Regarding the java 8 vs java 11 usage; How many of the java 8 developers are using containers? I suspect very few. Java 9 introduced experimental flags for managing jvm heap using the cgroup info. In Java 10 these flags became default behavior. See java-inside-docker for details. Do you know of a source of statistics that has the cross product of jvm version with container usage?

chonton avatar Aug 07 '22 15:08 chonton

Java 8 already has container support since u191 (https://blog.softwaremill.com/docker-support-in-new-java-8-finally-fd595df0ca54). For even older versions, there a startup scripts like https://github.com/fabric8io-images/run-java-sh that help set the proper memory boundaries.

I agree (and also hope) that Java 8 usage is going down, but from my experience in general with the 'stickiness' of older Java versions, especially in an enterprise environment, is that even when a version is EOL, still a lot of people still using (i had the same experience with https://github.com/rhuss/jolokia and Java 6)

According to https://newrelic.com/resources/report/2022-state-of-java-ecosystem#toc-java-11-is-the-new-standard, in 2022 still 46% of all production workloads are running on Java 8, so it's not something we can ignore

Note, while the arguments above are about the Java 8 usage in production workload, here we are discussing about the build tooling (and you can of course, create Java 8 container image with dmp running under Java 11). But I would argue, that when you run your applications with Java 8 that your toolchain is also very likely based on Java 8 and not on something newer. . So with these numbers in mind, I'm afraid it would still make sense to support Java 8 in dmp.

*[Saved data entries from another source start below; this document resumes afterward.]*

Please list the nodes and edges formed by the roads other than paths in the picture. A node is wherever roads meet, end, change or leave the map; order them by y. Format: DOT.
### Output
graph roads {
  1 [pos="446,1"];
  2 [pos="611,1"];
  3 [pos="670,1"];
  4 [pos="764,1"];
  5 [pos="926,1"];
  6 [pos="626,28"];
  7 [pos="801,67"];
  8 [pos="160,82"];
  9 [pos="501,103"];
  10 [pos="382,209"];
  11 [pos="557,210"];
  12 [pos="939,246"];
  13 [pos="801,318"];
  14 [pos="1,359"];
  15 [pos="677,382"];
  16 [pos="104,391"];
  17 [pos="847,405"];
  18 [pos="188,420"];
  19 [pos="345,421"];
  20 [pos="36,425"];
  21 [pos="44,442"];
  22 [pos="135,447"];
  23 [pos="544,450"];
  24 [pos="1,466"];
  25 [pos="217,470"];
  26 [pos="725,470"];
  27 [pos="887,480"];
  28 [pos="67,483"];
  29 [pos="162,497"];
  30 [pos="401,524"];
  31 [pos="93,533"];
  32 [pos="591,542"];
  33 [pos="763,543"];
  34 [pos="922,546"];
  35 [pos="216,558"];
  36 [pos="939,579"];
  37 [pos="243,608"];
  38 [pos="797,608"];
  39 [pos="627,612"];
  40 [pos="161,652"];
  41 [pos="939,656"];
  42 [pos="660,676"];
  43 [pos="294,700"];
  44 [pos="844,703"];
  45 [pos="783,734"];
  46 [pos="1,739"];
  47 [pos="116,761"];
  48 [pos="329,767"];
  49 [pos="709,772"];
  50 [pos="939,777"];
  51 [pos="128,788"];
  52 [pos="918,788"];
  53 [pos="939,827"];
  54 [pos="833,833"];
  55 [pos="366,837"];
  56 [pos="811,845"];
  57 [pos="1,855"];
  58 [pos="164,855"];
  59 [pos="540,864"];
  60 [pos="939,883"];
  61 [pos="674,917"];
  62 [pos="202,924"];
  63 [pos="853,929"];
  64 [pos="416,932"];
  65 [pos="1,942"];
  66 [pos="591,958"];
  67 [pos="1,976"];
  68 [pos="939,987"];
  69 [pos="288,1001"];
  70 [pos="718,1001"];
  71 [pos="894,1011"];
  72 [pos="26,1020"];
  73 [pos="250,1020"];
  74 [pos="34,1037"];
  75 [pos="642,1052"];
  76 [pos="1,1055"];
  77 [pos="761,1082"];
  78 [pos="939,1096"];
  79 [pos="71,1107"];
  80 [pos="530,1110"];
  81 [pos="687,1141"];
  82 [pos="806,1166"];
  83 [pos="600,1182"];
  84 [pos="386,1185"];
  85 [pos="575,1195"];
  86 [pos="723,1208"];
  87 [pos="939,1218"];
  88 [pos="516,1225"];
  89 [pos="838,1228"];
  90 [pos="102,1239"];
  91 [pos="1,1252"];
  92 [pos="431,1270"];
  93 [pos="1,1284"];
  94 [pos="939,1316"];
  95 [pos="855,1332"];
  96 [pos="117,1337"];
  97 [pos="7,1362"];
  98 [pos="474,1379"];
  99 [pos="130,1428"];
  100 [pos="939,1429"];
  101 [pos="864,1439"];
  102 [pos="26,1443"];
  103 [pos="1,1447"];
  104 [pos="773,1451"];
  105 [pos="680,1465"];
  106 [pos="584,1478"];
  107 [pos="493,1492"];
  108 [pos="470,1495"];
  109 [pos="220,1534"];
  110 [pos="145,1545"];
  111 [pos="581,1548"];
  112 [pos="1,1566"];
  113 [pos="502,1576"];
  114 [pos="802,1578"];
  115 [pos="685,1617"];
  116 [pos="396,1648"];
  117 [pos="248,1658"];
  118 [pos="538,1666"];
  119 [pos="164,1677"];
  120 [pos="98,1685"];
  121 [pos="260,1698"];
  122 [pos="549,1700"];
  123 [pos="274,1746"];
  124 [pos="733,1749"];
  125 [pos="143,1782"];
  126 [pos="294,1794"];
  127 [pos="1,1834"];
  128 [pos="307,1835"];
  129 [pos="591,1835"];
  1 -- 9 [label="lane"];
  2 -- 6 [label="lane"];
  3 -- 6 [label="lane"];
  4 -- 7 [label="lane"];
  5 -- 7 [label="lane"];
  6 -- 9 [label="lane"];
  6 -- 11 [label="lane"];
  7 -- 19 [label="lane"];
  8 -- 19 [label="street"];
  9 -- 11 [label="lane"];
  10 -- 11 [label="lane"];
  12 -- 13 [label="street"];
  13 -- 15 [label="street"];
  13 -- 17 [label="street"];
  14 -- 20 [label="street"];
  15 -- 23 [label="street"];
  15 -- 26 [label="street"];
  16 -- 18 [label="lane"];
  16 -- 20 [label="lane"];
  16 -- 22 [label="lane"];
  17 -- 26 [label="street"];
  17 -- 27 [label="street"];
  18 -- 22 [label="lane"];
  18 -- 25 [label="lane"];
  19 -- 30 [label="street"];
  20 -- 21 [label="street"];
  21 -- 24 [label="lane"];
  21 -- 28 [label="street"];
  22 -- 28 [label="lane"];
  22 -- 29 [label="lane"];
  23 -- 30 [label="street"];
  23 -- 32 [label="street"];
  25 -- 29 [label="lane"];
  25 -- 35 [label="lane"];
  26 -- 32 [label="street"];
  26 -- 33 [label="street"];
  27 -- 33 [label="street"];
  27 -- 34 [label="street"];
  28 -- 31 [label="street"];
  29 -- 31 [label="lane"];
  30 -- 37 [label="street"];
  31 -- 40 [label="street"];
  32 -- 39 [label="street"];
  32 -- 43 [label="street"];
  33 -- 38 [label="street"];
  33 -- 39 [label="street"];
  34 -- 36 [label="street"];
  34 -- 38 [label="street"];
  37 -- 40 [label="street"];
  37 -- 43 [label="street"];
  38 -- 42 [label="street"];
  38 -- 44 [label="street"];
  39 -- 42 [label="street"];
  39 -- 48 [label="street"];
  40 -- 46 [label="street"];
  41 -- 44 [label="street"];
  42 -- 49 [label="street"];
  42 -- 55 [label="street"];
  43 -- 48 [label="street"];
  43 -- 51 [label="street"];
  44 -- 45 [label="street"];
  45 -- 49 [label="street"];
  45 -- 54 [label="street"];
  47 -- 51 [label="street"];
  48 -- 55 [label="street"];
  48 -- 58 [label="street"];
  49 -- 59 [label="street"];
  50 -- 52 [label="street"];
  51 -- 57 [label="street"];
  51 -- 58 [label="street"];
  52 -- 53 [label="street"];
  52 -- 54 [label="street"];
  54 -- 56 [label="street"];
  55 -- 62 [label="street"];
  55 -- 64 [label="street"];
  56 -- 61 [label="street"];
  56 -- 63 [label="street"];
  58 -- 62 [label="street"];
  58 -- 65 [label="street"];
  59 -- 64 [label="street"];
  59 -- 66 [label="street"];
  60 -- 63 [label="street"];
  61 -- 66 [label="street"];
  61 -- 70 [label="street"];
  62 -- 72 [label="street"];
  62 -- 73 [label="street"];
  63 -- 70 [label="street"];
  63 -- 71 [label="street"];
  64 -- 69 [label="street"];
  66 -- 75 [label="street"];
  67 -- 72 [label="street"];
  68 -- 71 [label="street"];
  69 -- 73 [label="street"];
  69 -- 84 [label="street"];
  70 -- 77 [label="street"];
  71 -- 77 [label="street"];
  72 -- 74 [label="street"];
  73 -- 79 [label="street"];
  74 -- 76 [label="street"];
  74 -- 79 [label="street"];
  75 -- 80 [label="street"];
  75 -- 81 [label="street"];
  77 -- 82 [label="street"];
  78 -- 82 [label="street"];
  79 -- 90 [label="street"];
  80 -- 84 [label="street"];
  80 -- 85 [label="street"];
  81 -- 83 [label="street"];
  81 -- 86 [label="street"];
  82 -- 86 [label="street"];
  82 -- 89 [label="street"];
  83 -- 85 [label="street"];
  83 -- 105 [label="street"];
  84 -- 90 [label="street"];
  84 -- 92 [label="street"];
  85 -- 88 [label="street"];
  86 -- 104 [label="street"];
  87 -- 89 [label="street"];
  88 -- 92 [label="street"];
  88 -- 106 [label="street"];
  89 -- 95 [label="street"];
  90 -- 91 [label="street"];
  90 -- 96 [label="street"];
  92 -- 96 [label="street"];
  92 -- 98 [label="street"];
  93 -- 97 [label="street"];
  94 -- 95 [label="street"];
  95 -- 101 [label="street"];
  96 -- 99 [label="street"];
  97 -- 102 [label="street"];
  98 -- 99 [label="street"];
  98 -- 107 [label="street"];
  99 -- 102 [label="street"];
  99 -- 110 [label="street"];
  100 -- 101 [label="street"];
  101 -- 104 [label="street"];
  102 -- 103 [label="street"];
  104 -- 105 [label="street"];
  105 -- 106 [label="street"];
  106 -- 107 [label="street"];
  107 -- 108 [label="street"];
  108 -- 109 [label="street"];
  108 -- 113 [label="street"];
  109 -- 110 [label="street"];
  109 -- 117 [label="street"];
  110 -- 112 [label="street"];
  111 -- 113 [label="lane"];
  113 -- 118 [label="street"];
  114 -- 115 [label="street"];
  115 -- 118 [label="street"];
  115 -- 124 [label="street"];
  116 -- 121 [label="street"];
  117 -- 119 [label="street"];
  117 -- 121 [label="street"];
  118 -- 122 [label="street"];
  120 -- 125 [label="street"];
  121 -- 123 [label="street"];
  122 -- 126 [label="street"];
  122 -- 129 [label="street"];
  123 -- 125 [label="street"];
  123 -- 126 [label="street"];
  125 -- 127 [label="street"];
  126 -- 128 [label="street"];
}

rhuss avatar Aug 07 '22 16:08 rhuss

What do you think about collecting usage metrics? Four dimensions seem important: Maven version, Java version, Docker version, and Plugin version.

chonton avatar Aug 07 '22 18:08 chonton

That would be interesting but requires quite some effort: A service that needs to be highly available for receiving the data. The user to opt-in for sending the data (i would not do it automatically, as many developers are operating in a restricted environment that would not allow such connections, and of course, we should ask the user alone for privacy issues).

Considering the very limited resources that we have even to maintain this plugin, I would not put any high priority on telemetry. Maybe just supporting Java 8 a little bit longer is easier? :)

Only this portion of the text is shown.